## EXERCISE AIM
Take each line of the listing that has the string "dead" and report it.

◆ ◆ ◆

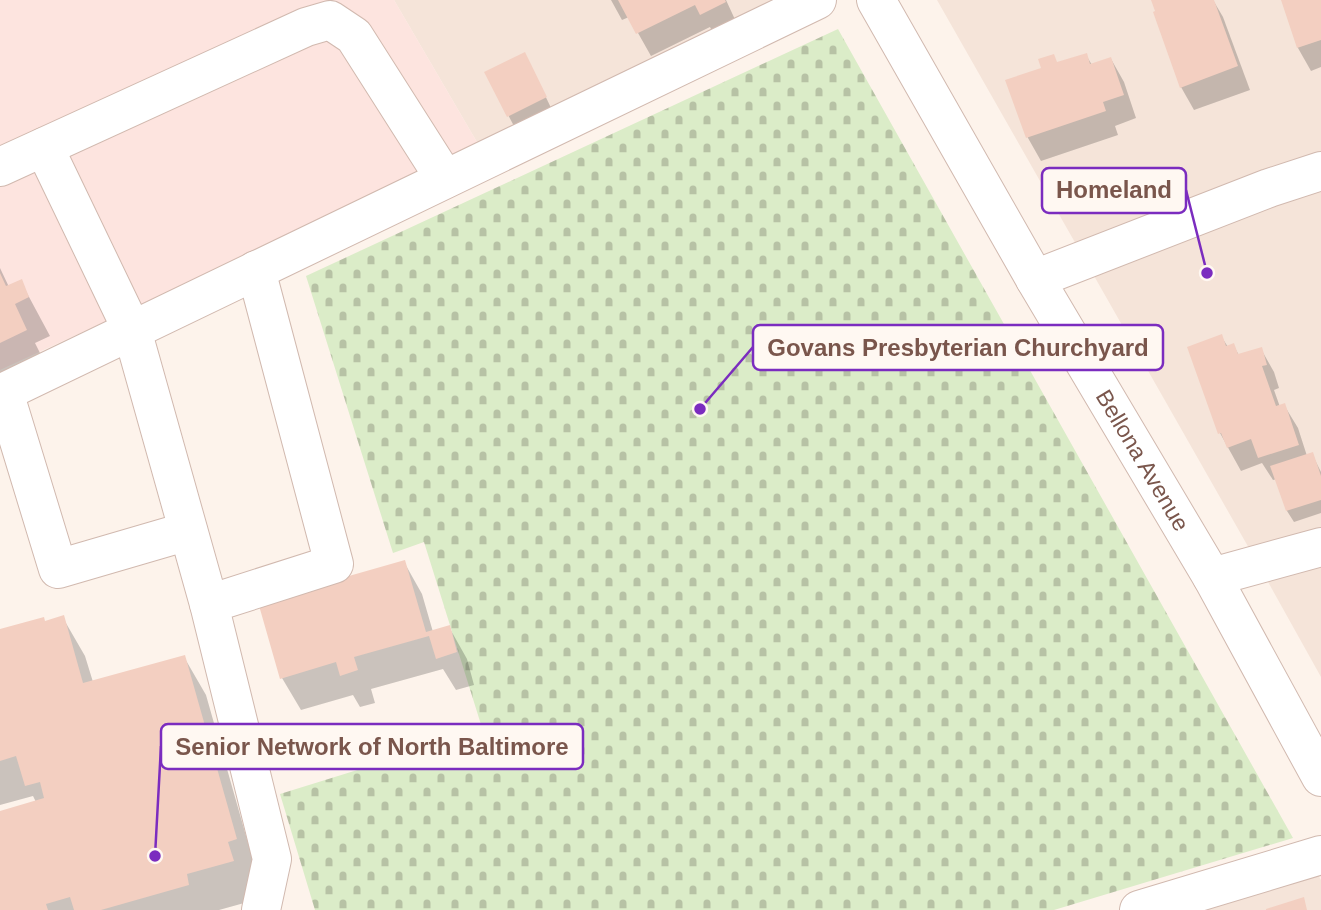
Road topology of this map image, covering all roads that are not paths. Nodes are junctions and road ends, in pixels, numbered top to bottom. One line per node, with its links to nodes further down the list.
1 (817, 0): 7 (street)
2 (876, 0): 9 (street, Bellona Avenue)
3 (316, 11): 4 (street); 7 (street)
4 (44, 148): 5 (street); 10 (street)
5 (0, 167)
6 (1321, 171): 9 (street)
7 (445, 179): 8 (street)
8 (256, 270): 10 (street); 15 (street)
9 (1035, 279): 14 (street, Bellona Avenue)
10 (132, 330): 11 (street); 12 (street)
11 (2, 393): 12 (street)
12 (188, 531): 15 (street)
13 (1321, 547): 14 (street)
14 (1212, 577): 16 (street, Bellona Avenue)
15 (209, 604): 18 (street)
16 (1321, 777)
17 (1321, 855): 19 (street)
18 (261, 910)
19 (1139, 910)

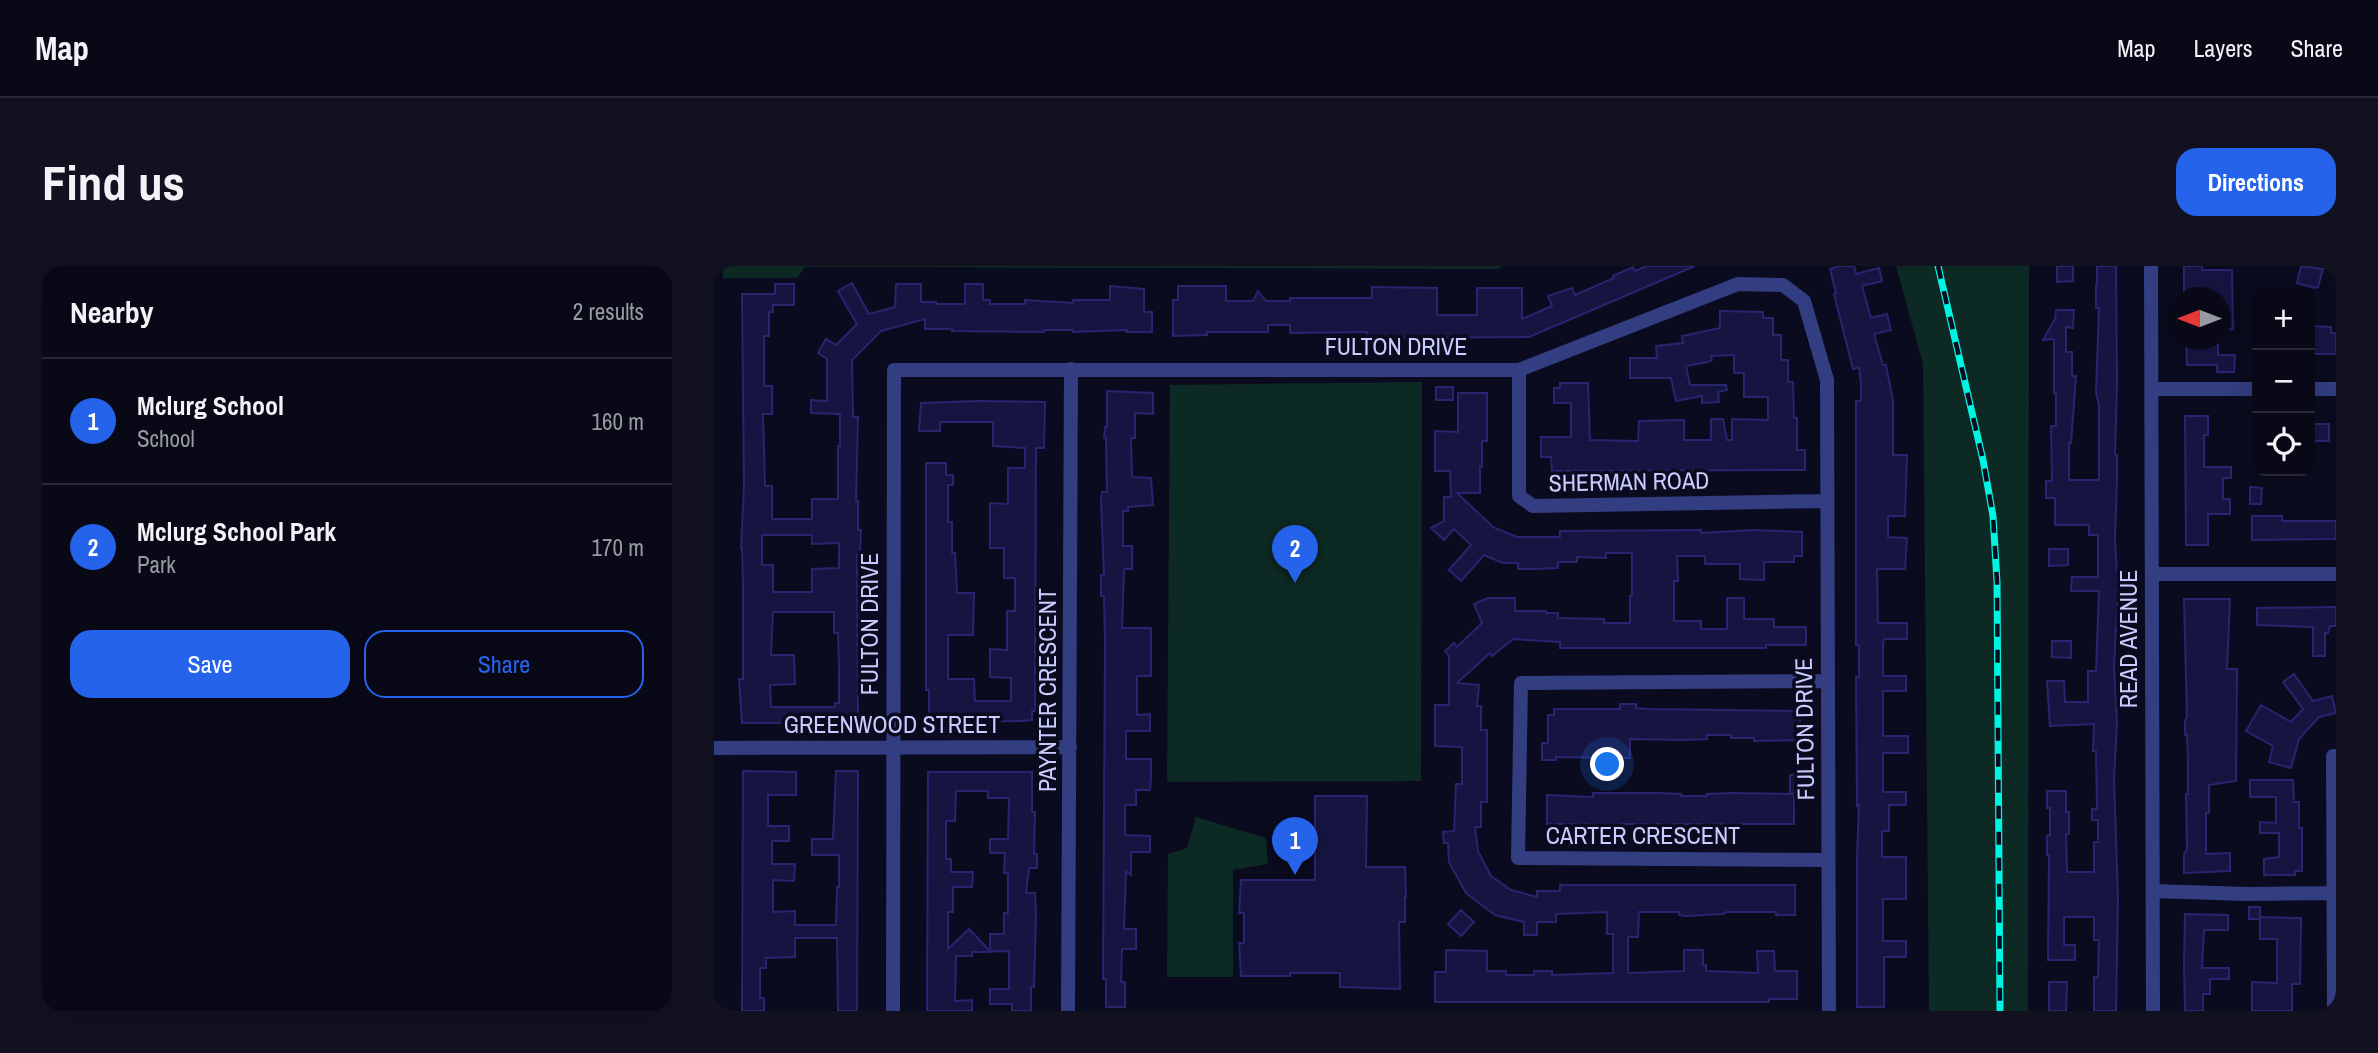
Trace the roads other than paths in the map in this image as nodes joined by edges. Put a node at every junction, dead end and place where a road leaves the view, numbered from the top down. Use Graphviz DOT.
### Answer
graph roads {
  1 [pos="2151,266"];
  2 [pos="1071,369"];
  3 [pos="1519,370"];
  4 [pos="2152,389"];
  5 [pos="2252,389"];
  6 [pos="2315,389"];
  7 [pos="2336,389"];
  8 [pos="1827,501"];
  9 [pos="2152,574"];
  10 [pos="2336,574"];
  11 [pos="1826,681"];
  12 [pos="1070,747"];
  13 [pos="714,748"];
  14 [pos="893,748"];
  15 [pos="2336,755"];
  16 [pos="1828,860"];
  17 [pos="2152,891"];
  18 [pos="2333,893"];
  19 [pos="893,1011"];
  20 [pos="1068,1011"];
  21 [pos="1829,1011"];
  22 [pos="2153,1011"];
  23 [pos="2334,1011"];
  1 -- 4 [label="street, READ AVENUE"];
  2 -- 3 [label="street, FULTON DRIVE"];
  2 -- 12 [label="street, PAYNTER CRESCENT"];
  2 -- 14 [label="street, FULTON DRIVE"];
  3 -- 8 [label="street, SHERMAN ROAD"];
  3 -- 8 [label="street, FULTON DRIVE"];
  4 -- 5 [label="street"];
  4 -- 9 [label="street, READ AVENUE"];
  6 -- 7 [label="street"];
  8 -- 11 [label="street, FULTON DRIVE"];
  9 -- 10 [label="street"];
  9 -- 17 [label="street, READ AVENUE"];
  11 -- 16 [label="street, FULTON DRIVE"];
  11 -- 16 [label="street, CARTER CRESCENT"];
  12 -- 14 [label="street, GREENWOOD STREET"];
  12 -- 20 [label="street, PAYNTER CRESCENT"];
  13 -- 14 [label="street, GREENWOOD STREET"];
  14 -- 19 [label="street, FULTON DRIVE"];
  15 -- 18 [label="street"];
  16 -- 21 [label="street, FULTON DRIVE"];
  17 -- 18 [label="street"];
  17 -- 22 [label="street, READ AVENUE"];
  18 -- 23 [label="street"];
}
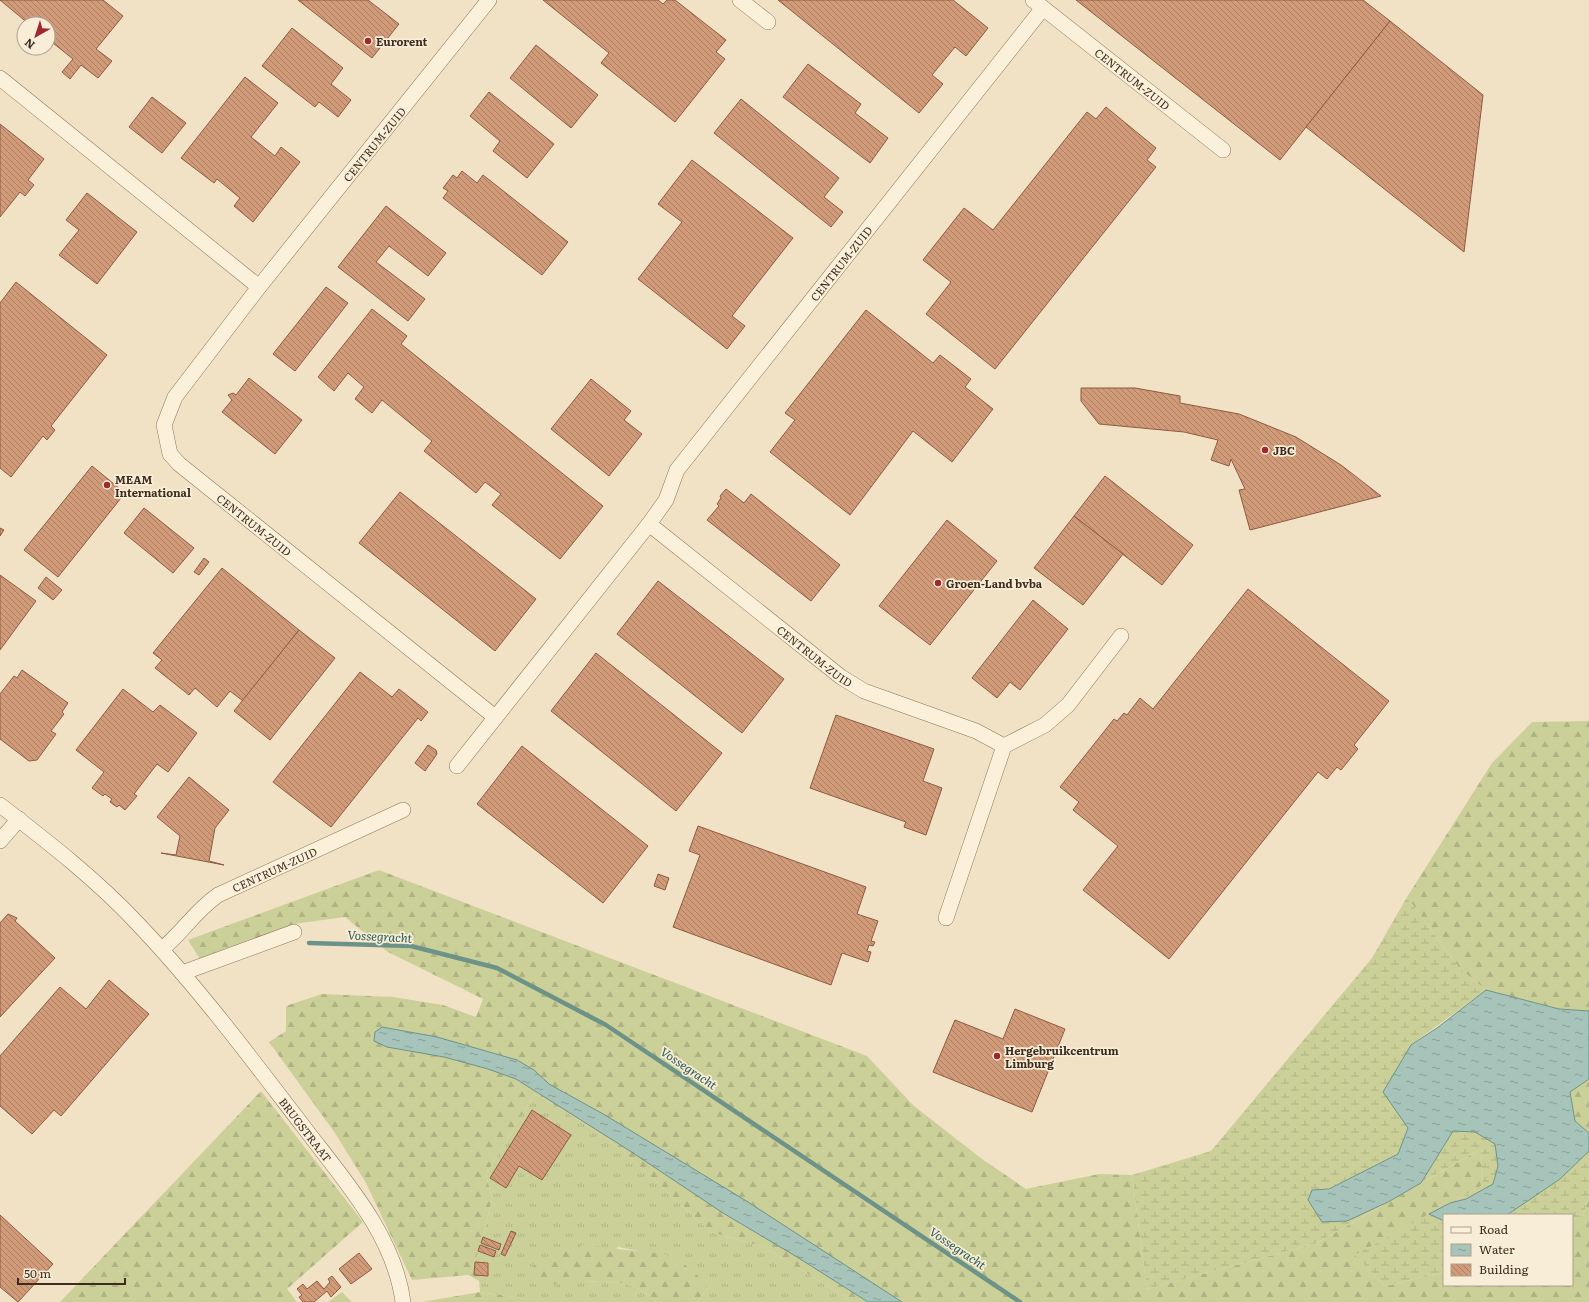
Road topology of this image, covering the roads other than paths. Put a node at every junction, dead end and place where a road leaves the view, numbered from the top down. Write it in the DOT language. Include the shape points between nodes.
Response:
graph roads {
  1 [pos="489,0"];
  2 [pos="740,0"];
  3 [pos="1038,4"];
  4 [pos="768,22"];
  5 [pos="0,78"];
  6 [pos="1223,150"];
  7 [pos="259,287"];
  8 [pos="650,524"];
  9 [pos="1120,636"];
  10 [pos="494,718"];
  11 [pos="1004,746"];
  12 [pos="457,766"];
  13 [pos="0,805"];
  14 [pos="403,810"];
  15 [pos="18,819"];
  16 [pos="0,841"];
  17 [pos="946,918"];
  18 [pos="294,932"];
  19 [pos="162,949"];
  20 [pos="182,973"];
  21 [pos="403,1302"];
  1 -- 7 [label="street, CENTRUM-ZUID"];
  2 -- 4 [label="street"];
  3 -- 6 [label="street, CENTRUM-ZUID"];
  3 -- 8 [label="street, CENTRUM-ZUID" via="677,470 666,500"];
  5 -- 7 [label="street"];
  7 -- 10 [label="street, CENTRUM-ZUID" via="175,397 164,424 170,454 179,464"];
  8 -- 10 [label="street, CENTRUM-ZUID"];
  8 -- 11 [label="street, CENTRUM-ZUID" via="852,684 864,691 976,731"];
  9 -- 11 [label="street" via="1068,705 1045,725"];
  10 -- 12 [label="street, CENTRUM-ZUID"];
  11 -- 17 [label="street"];
  13 -- 15 [label="street"];
  14 -- 19 [label="street, CENTRUM-ZUID" via="218,895 196,912 175,939"];
  15 -- 16 [label="street"];
  15 -- 19 [label="street" via="72,863 137,922"];
  18 -- 20 [label="street"];
  19 -- 20 [label="street"];
  20 -- 21 [label="street, BRUGSTRAAT" via="227,1026 344,1180 380,1234 394,1261"];
}
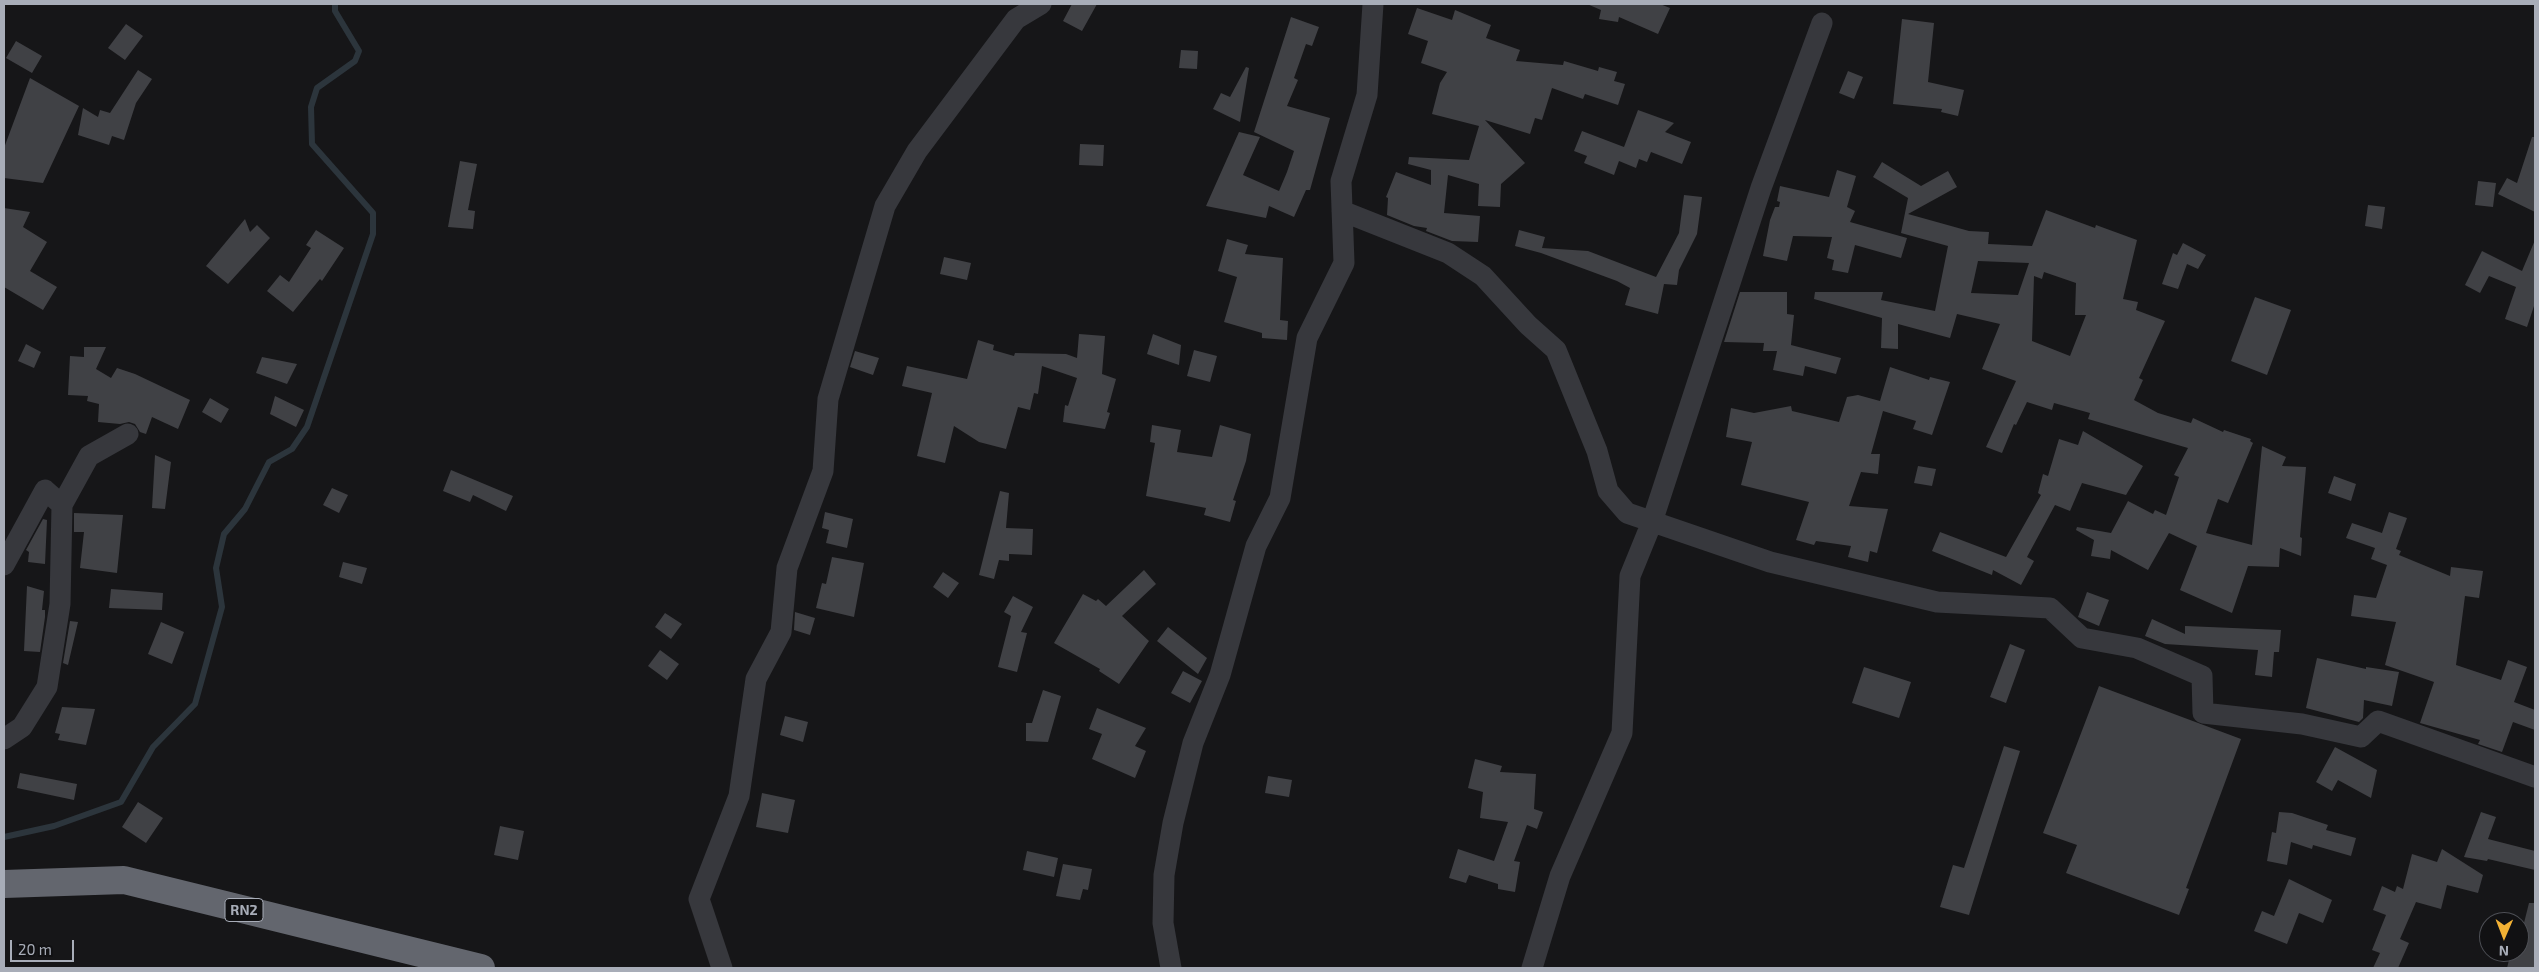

◆ ◆ ◆

## EXERCISE ANSWER
Trace the roads other than paths in the map in this image as nodes joined by edges. Put a node at every junction, dead end and place where a road leaves the view, numbered from the top down. Use Graphviz DOT.
Road topology of this image, covering the roads other than paths. Put a node at every junction, dead end and place where a road leaves the view, numbered from the top down. Write it in the DOT language. Include the shape points between nodes.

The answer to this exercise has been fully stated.